Und als Cam mir dann erklärte, dass das Anwesen seiner Familie eine Stunde außerhalb von London lag, sank mir das Herz in die Hose. Widerwillig ließ ich mich dann doch von ihm nach Hause fahren. Als wir das Haus verließen, klappte mir der Mund auf - der Begriff Anwesen war nicht übertrieben. Das war kein Haus, sondern ein verdammter Palast! Das Gebäude, welches Cam sein Zuhause nannte, glich dem Gut, das sich der Graf von Monte Cristo  in dem Film zulegte, nach dem er den Schatz gefunden hatte. Mir wurde schlagartig klar, dass ich nicht einmal den Bruchteil des Hauses gesehen hatte.

Unterwegs versuchte Cam mich in ein Gespräch zu verwickeln, doch ich blockte jedes Mal ab. ich war weder in der Stimmung, mit ihm zu reden, noch hatte ich genug Nerven dafür übrig. Am Ende wäre ich ihm wahrscheinlich während der Fahrt an die Gurgel gesprungen. Da schwieg ich lieber, bevor ich aufgrund Mangels an Kontrolle einen Unfall baute. 

Irgendwann verstand auch Cam den Wink mit dem Zaunpfahl und hielt die Klappe. Erleichtert schloß ich die Augen.

Ich hatte mich tief in den Beifahrersitz sinken lassen, und ließ meine Gedanken zu der seltsamen Gruppe wandern, die die Laroques bildeten. Ich hätte mit vielem gerechnet, aber ganz bestimmt nicht auf ... das.

Dass sie mich so freundlich behandeln würden, ja fast schon herzlich. So wie auch bei Cam hatte ich schnell vergessen, dass die Menschen, in deren Gesellschaft ich mich befand, nicht einfach irgendwelche Leute waren.

König. Königin. Prinzen. Prinzessin.

Als ein Mädchen des 21. Jahrhunderts fiel es mir schwer, die Bezeichnungen auf die Personen zu projizieren, die da vor mir standen. Der Gedanke schien einfach zu surreal, also hatte ich ihn fast unbewusst ausgeblendet. Und mich verhalten, wie eine Gestörte.

Und was machten sie? Sie luden mich zum Frühstück ein.
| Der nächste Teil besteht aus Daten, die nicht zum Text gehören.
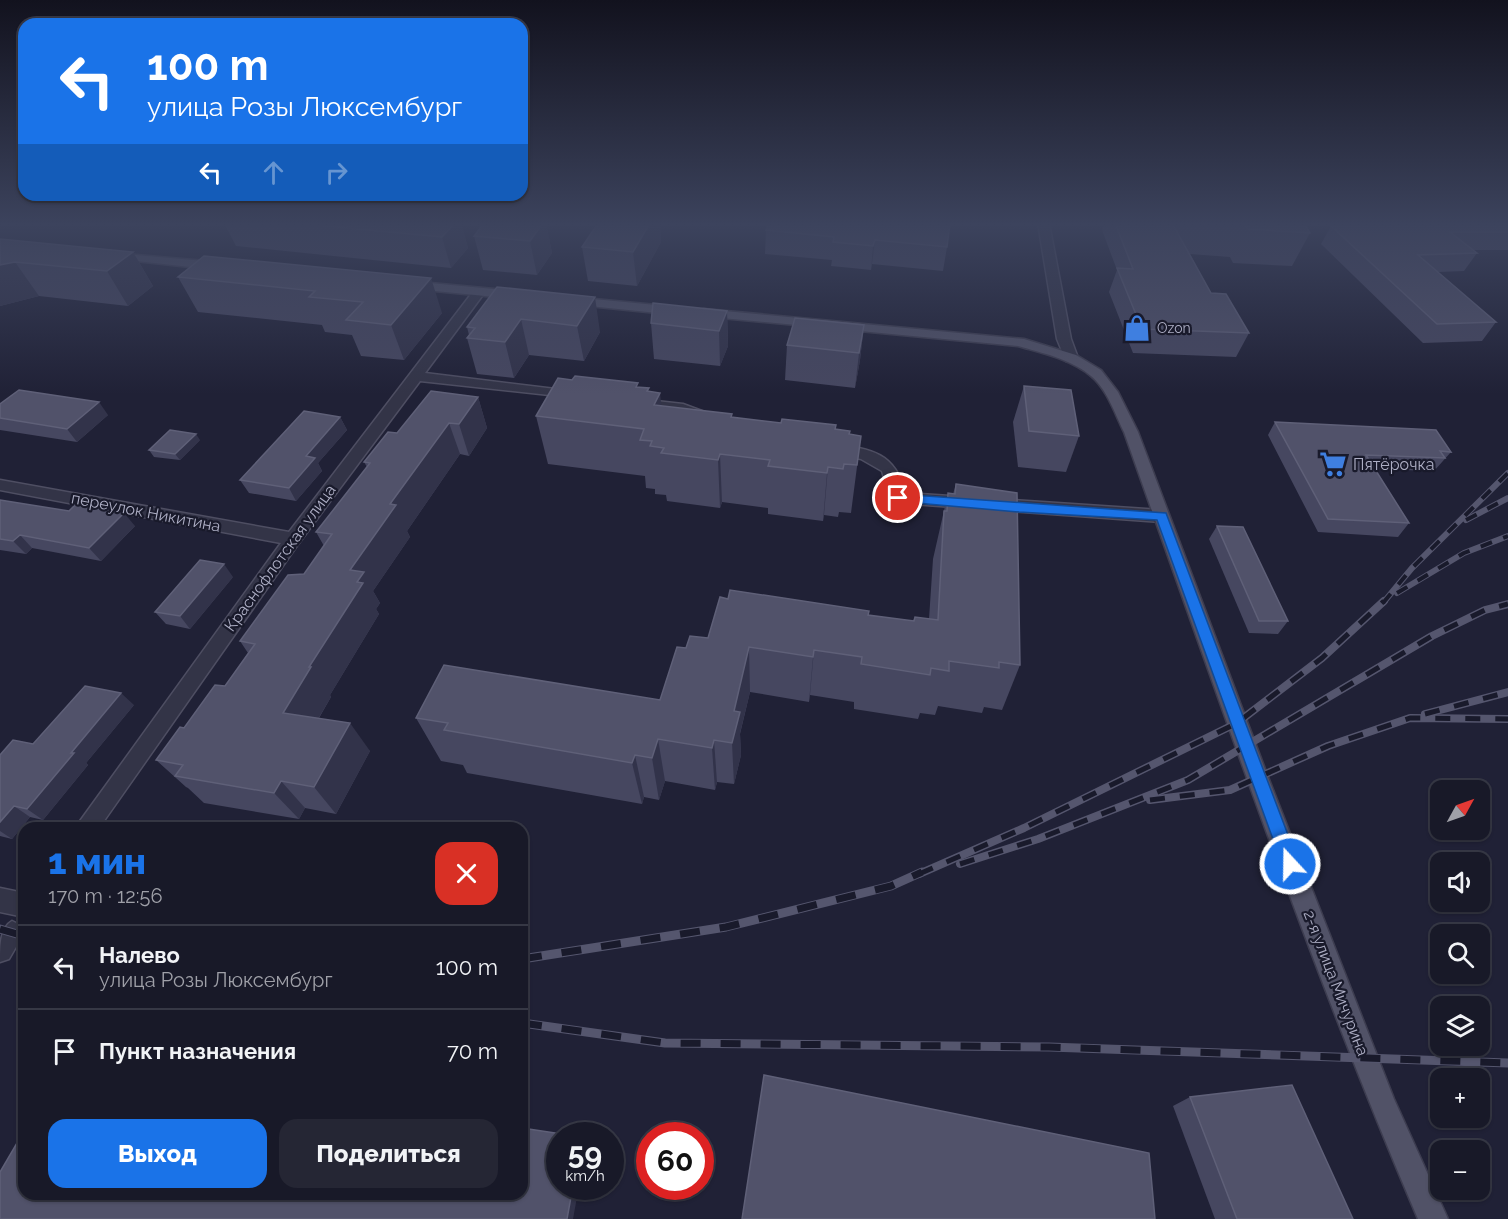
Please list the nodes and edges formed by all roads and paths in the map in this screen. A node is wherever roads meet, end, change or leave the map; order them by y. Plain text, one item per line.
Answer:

Zugegeben, ich konnte nicht anders, als Sympathie für Cams Familie zu empfinden. Seine Mum erinnerte mich ein wenig an meine eigene - mit ihrem warmen Blick und der herzlichen Umarmung, mit der sie mich verabschiedet hatte. Vielleicht war das einfach so ein Mutter-Ding? Im Gegensatz aber zu Mrs Laroques edlem Auftreten, glich Ellie einem Kolibri - schillernd und lebensfreudig. Sie gehörte zu der Sorte Mensch, die man auf Anhieb einfach ins Herz schließen musste. Und nur zu gerne würde ich ihrer Einladung nachkommen, und sie in Zukunft öfters Besuchen und mit ihr etwas unternehmen. Ich hatte das Gefühl, mit ihr würde ich eine großartige Zeit verbringen.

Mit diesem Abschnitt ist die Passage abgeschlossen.